Brief ▸ Wherever "BARNSLEY" appears in the records below, copy the line that holds it.

Records from a collection ▸

· · · · ·

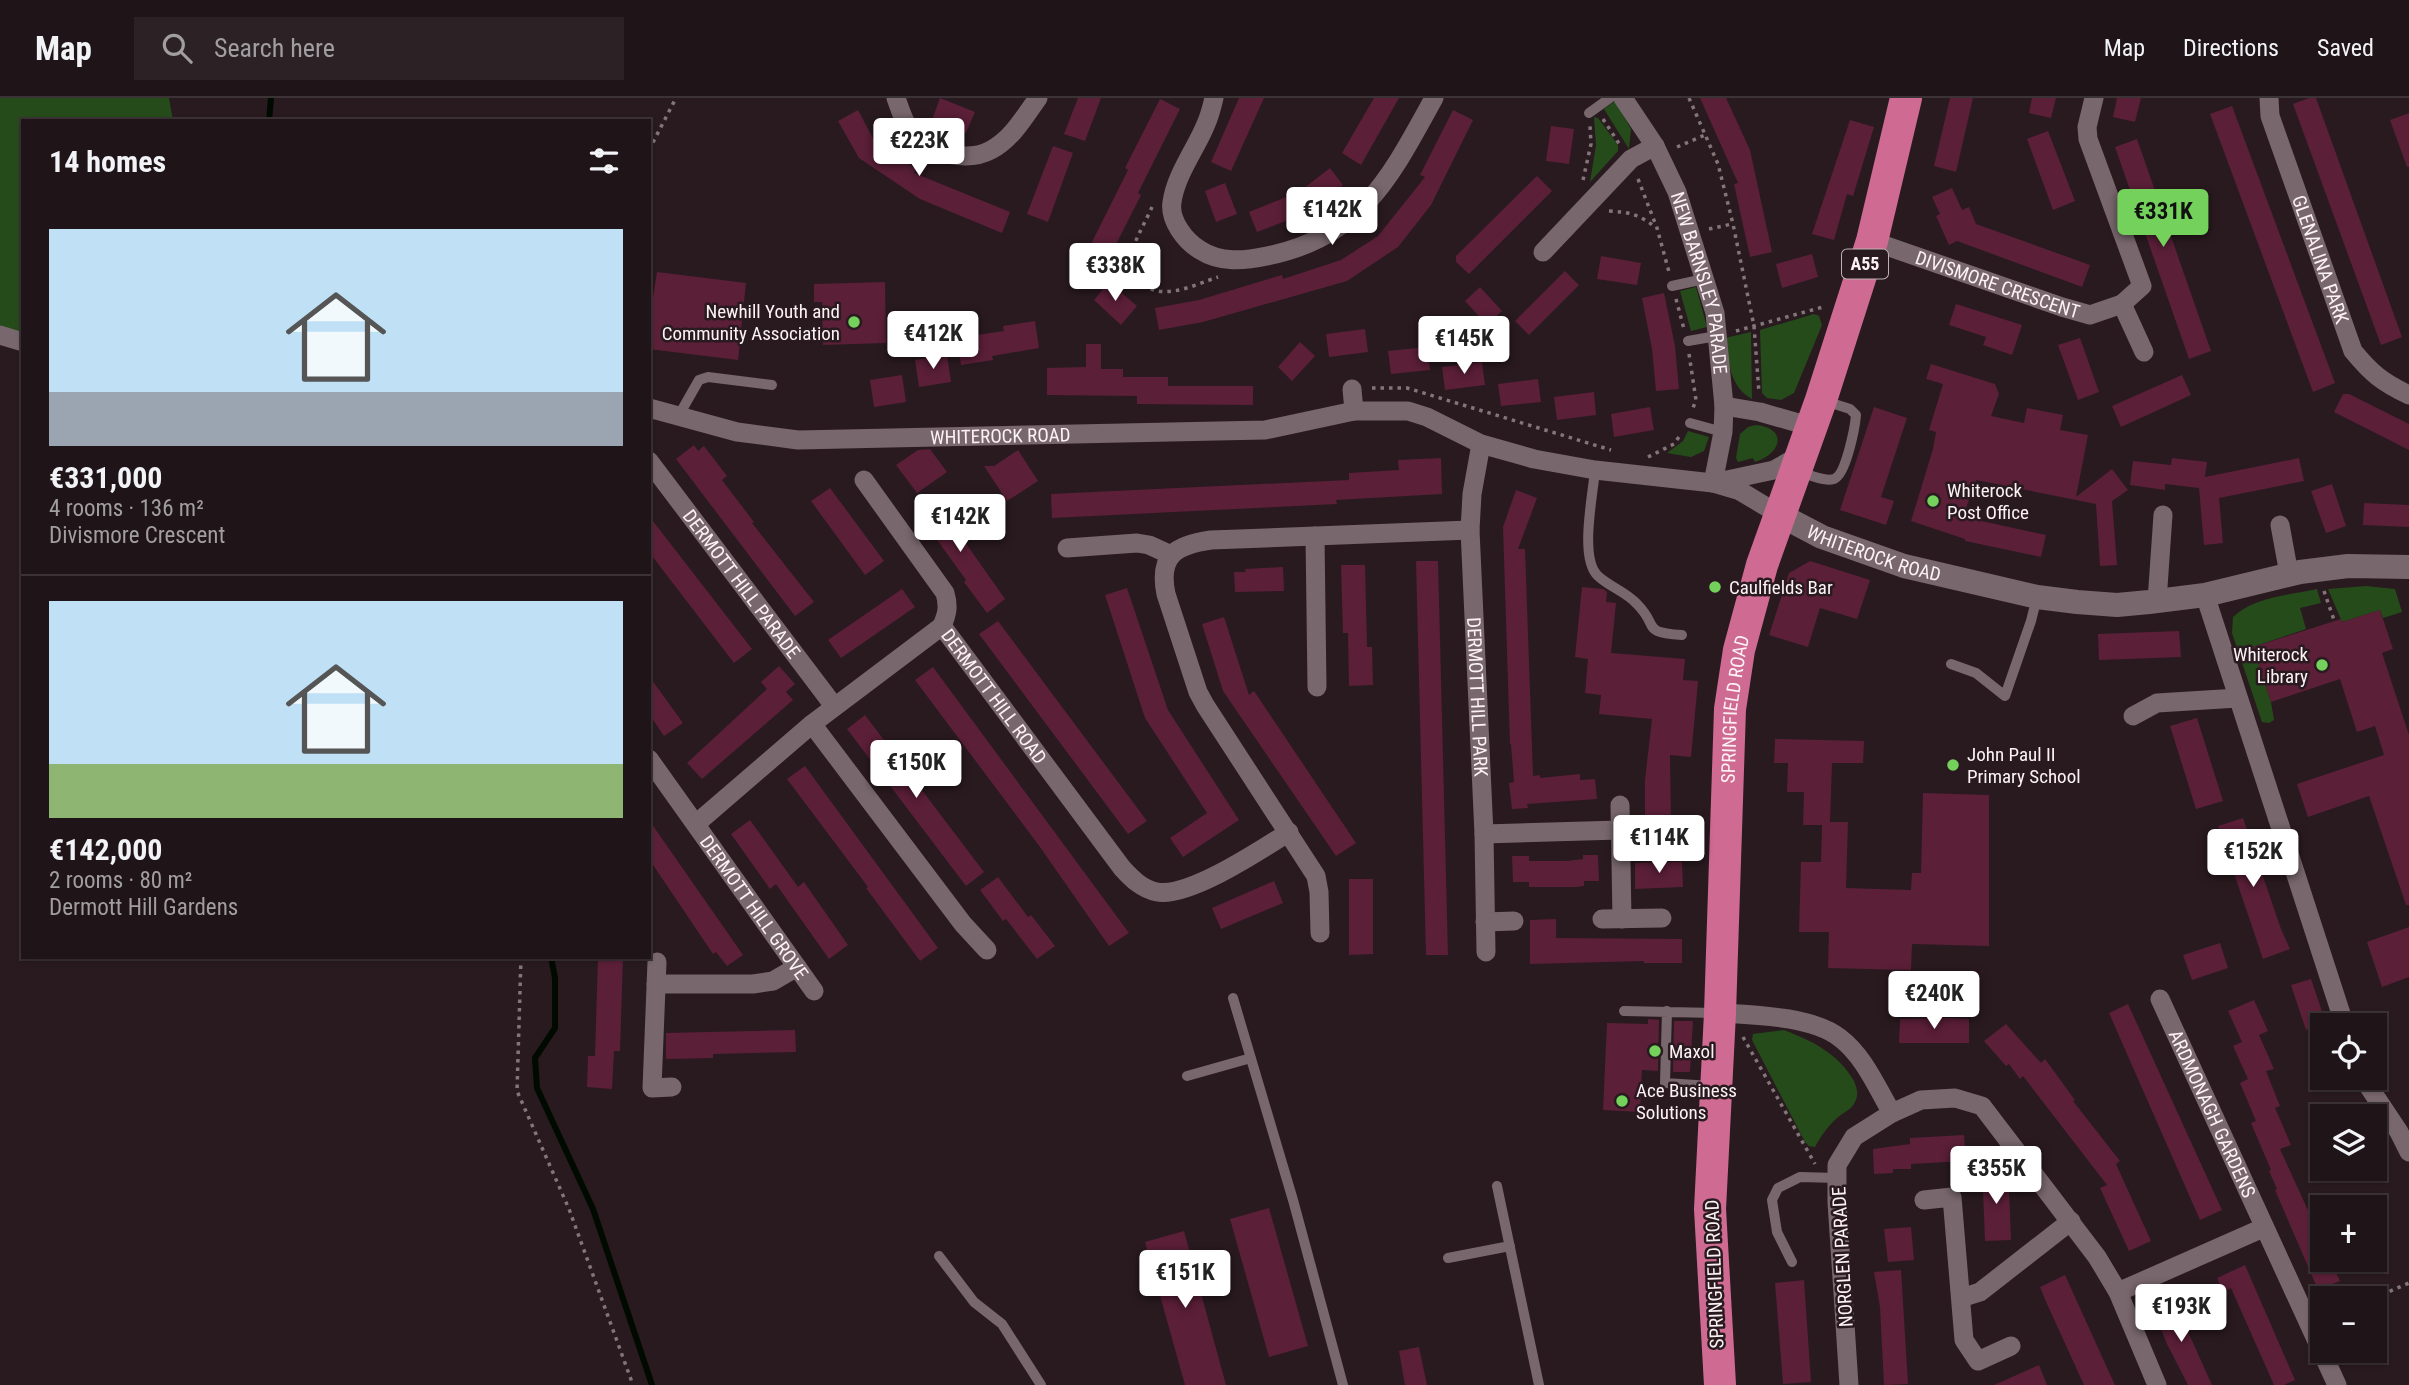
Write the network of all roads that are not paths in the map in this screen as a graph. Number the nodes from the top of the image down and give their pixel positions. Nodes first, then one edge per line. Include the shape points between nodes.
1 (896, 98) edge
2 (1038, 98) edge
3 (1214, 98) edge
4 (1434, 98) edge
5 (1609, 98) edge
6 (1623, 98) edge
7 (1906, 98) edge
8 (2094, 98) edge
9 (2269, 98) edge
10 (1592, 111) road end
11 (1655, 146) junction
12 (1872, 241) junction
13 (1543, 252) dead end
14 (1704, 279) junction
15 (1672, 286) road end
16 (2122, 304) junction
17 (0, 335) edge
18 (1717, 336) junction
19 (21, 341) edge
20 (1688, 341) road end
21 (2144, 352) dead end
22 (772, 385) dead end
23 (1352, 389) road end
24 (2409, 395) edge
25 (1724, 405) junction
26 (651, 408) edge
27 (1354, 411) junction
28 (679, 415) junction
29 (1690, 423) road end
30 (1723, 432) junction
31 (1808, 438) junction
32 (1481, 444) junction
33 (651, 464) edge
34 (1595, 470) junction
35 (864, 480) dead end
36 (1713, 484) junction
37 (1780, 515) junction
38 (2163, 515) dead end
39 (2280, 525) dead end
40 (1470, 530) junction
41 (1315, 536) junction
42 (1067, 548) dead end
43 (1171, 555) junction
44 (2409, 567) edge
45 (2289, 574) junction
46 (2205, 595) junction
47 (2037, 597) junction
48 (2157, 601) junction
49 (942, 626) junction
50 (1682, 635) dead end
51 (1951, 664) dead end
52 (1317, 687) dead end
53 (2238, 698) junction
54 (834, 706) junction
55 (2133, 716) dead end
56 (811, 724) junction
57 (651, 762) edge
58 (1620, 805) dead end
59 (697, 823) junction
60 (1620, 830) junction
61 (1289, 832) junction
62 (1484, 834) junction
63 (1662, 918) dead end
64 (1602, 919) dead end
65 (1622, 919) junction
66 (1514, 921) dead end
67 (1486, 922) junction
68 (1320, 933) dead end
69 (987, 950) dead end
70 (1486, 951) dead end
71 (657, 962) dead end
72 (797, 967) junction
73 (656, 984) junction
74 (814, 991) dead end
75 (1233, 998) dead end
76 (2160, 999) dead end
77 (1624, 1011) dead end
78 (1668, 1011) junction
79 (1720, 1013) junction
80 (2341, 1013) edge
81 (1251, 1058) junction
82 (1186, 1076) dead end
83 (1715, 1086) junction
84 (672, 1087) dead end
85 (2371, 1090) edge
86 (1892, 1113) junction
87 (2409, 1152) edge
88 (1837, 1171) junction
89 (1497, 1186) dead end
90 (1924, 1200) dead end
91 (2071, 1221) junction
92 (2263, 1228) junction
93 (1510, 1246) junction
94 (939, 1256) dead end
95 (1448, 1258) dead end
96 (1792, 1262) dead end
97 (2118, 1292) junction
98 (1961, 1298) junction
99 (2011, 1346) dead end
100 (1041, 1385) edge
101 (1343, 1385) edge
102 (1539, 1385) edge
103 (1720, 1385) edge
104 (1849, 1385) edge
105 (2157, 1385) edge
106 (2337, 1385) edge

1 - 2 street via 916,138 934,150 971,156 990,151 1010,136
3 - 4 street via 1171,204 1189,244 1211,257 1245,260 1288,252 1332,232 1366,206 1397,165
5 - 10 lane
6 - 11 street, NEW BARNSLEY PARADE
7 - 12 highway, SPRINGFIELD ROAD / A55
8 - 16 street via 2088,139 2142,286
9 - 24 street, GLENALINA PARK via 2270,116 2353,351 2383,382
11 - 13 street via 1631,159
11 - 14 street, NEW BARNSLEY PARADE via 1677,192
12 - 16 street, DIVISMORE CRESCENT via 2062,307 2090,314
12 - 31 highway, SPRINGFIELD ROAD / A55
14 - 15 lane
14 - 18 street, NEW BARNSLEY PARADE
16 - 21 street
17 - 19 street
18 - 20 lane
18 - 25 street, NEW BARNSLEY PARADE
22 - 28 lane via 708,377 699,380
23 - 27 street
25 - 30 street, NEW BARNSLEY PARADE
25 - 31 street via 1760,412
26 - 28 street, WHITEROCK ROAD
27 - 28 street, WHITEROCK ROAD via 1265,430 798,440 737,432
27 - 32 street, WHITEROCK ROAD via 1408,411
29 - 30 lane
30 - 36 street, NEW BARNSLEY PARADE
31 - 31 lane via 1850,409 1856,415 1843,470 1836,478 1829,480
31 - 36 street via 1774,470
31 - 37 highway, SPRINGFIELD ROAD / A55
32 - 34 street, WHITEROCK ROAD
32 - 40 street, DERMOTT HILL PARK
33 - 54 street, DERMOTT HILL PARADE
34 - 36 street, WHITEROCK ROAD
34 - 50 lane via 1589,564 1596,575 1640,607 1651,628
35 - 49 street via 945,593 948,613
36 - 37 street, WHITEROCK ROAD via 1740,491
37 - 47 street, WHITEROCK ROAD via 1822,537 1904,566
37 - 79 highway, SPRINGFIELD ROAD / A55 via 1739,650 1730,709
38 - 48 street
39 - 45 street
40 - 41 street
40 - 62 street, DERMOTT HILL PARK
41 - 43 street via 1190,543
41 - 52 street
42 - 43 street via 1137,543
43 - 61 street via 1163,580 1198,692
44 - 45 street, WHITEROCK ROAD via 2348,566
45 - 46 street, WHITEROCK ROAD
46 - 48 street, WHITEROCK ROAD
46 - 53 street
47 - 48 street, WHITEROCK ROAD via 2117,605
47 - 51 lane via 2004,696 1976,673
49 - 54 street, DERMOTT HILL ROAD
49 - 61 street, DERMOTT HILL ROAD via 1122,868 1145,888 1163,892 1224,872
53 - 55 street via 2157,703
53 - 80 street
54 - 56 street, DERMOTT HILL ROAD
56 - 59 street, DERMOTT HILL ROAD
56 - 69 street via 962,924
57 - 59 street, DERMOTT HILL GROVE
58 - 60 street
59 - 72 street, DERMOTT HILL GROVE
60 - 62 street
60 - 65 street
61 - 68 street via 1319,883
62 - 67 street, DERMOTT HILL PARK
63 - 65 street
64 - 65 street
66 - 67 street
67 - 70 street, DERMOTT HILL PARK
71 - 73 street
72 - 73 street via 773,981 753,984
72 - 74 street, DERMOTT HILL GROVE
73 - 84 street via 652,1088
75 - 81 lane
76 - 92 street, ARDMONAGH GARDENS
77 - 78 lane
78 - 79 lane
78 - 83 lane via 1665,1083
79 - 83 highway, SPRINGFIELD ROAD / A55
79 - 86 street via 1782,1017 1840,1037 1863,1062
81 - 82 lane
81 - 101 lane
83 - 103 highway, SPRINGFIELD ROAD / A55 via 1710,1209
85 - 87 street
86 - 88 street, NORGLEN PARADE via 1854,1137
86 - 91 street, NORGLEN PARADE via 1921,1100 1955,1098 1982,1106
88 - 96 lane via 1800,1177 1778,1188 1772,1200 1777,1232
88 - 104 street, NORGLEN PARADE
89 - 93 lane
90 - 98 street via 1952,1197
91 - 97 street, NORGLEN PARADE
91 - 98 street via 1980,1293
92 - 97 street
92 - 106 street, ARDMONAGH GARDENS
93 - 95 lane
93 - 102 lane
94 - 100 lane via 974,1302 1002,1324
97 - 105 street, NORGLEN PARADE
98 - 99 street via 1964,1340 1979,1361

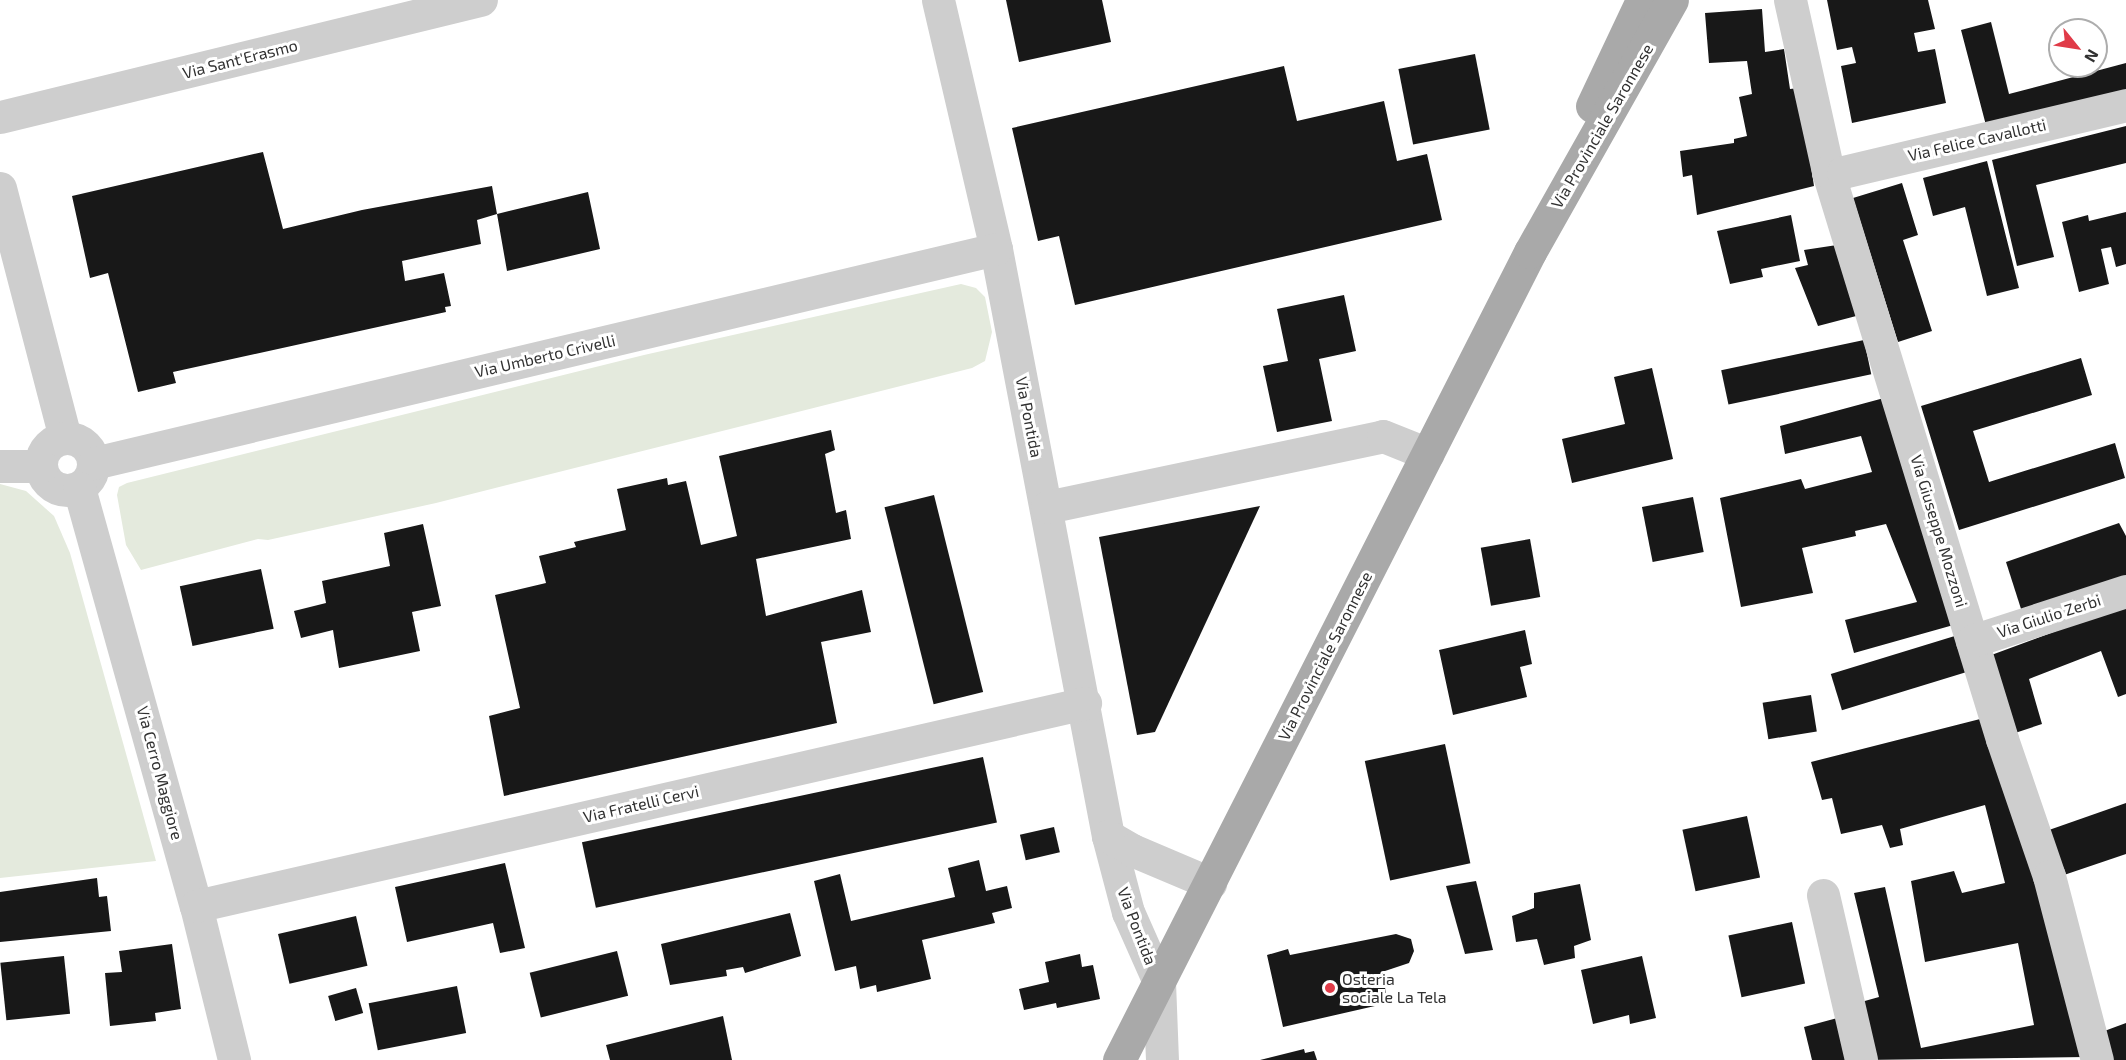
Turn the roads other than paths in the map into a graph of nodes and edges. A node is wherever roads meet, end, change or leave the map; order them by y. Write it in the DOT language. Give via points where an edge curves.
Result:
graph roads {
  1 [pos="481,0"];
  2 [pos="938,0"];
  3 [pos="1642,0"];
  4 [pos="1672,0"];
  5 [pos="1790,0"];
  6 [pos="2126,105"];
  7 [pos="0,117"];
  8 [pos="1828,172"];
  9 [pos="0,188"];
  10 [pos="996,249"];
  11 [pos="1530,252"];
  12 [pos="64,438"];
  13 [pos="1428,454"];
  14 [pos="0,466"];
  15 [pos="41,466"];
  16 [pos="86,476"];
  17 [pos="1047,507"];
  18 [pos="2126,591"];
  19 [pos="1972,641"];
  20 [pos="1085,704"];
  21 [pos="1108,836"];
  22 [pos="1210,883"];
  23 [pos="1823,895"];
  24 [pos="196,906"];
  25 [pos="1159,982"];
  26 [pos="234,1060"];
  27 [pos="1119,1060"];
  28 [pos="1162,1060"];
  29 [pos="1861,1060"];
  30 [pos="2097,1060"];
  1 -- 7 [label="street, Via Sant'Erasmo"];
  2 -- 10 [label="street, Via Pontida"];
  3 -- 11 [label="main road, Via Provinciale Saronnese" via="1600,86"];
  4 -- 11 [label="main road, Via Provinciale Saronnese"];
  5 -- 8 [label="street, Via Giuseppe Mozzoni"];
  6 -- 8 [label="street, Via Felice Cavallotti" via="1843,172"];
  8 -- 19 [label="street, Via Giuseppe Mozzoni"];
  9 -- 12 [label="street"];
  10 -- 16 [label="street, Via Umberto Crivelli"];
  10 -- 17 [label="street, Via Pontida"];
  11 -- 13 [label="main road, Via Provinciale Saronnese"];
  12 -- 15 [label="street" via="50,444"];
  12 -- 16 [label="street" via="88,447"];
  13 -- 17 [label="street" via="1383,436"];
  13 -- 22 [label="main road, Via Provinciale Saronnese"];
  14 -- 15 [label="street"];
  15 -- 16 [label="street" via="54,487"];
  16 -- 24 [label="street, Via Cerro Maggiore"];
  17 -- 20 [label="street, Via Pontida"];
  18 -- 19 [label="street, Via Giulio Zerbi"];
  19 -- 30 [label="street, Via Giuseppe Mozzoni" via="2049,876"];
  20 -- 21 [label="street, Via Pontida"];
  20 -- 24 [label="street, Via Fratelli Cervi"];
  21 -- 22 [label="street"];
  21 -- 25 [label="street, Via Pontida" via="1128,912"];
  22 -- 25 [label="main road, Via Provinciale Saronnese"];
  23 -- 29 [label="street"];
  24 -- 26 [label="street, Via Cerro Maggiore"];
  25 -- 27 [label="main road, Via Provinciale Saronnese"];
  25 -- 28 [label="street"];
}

· · · · ·

Task answer ▸
6 - 11 street, NEW BARNSLEY PARADE
11 - 14 street, NEW BARNSLEY PARADE via 1677,192
14 - 18 street, NEW BARNSLEY PARADE
18 - 25 street, NEW BARNSLEY PARADE
25 - 30 street, NEW BARNSLEY PARADE
30 - 36 street, NEW BARNSLEY PARADE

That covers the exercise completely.